> **Provided records**:
★ ★ ★ ★ ★
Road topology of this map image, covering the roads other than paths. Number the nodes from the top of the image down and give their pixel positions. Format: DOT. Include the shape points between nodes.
★ ★ ★ ★ ★
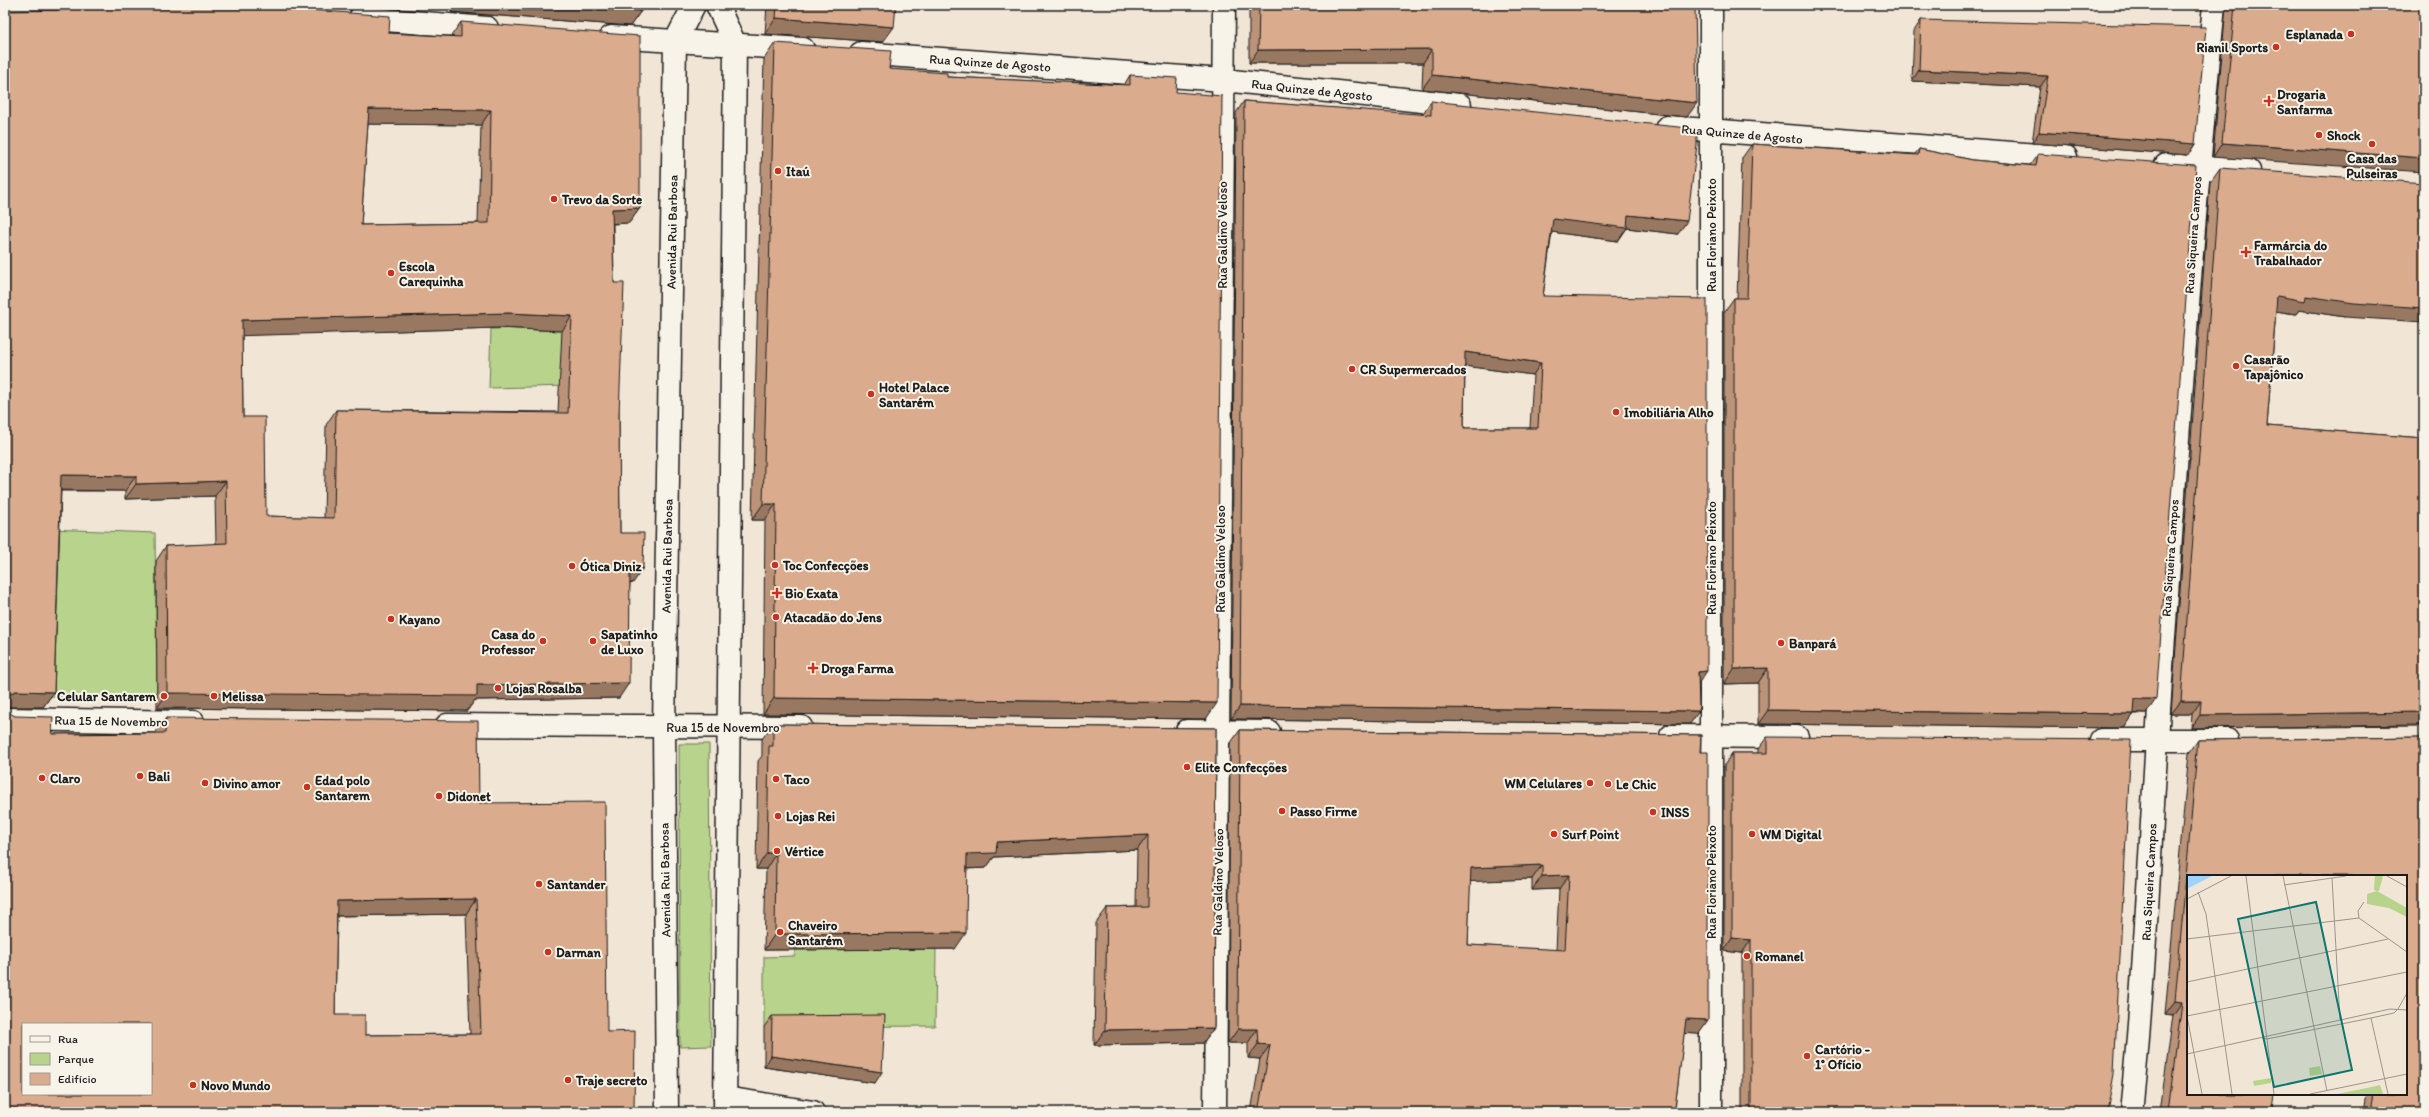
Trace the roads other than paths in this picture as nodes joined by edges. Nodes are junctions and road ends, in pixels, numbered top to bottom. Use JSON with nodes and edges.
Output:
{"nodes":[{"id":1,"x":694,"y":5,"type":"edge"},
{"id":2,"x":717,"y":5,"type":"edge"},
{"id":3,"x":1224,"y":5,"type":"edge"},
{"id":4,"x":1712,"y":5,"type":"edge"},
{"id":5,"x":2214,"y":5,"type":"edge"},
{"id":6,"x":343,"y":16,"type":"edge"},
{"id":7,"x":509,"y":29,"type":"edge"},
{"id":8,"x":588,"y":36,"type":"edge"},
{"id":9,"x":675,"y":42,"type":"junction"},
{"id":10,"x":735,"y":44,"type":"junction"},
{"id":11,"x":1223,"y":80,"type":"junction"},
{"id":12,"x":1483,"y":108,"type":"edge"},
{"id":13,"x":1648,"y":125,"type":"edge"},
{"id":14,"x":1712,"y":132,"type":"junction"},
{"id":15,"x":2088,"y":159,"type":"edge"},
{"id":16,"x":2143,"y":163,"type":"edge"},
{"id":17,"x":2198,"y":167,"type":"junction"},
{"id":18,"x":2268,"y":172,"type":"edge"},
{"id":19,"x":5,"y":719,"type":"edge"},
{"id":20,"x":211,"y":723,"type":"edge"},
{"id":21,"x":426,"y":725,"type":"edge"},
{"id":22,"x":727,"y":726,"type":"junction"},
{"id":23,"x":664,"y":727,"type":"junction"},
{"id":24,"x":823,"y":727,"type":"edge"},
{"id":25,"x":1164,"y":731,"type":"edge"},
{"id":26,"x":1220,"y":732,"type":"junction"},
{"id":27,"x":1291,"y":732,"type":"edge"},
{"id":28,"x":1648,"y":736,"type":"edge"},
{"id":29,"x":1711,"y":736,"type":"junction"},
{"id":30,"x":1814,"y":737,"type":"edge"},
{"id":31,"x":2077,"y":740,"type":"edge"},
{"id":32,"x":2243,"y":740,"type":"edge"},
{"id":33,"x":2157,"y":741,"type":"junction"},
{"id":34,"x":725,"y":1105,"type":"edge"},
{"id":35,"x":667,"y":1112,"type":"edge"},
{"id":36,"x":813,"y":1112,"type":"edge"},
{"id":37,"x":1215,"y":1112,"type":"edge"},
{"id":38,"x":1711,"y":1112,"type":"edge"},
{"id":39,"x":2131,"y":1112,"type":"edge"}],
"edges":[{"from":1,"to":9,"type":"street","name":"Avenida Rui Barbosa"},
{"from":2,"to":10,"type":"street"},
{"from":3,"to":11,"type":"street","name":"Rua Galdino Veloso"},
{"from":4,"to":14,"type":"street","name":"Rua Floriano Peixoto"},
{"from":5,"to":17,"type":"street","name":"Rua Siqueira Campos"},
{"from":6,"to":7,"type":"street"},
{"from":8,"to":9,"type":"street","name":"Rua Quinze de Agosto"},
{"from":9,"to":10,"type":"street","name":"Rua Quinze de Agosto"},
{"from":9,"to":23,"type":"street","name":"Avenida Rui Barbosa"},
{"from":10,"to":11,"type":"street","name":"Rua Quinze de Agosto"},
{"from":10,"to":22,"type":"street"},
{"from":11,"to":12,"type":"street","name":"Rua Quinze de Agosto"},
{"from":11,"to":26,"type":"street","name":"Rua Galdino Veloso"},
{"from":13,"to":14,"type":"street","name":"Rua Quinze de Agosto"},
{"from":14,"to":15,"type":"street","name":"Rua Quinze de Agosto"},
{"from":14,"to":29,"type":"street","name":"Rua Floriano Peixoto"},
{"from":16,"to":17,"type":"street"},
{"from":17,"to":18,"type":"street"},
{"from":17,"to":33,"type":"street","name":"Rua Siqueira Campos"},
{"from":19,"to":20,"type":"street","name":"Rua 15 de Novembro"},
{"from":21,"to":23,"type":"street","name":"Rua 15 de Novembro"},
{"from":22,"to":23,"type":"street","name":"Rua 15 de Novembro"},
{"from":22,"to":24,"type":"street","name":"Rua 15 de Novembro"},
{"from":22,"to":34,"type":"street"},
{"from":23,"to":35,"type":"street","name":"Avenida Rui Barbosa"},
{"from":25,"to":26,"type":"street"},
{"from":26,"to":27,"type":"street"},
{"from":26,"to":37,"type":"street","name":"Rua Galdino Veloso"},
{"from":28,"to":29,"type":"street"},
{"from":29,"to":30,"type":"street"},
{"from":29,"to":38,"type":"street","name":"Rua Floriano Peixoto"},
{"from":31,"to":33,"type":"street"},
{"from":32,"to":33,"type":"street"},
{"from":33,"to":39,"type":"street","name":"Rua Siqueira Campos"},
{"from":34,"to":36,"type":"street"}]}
★ ★ ★ ★ ★
> **Task brief**: Across the entries above, find the lines with the string "roads" and copy them.

> **Response**:
Road topology of this map image, covering the roads other than paths. Number the nodes from the top of the image down and give their pixel positions. Format: DOT. Include the shape points between nodes.
Trace the roads other than paths in this picture as nodes joined by edges. Nodes are junctions and road ends, in pixels, numbered top to bottom. Use JSON with nodes and edges.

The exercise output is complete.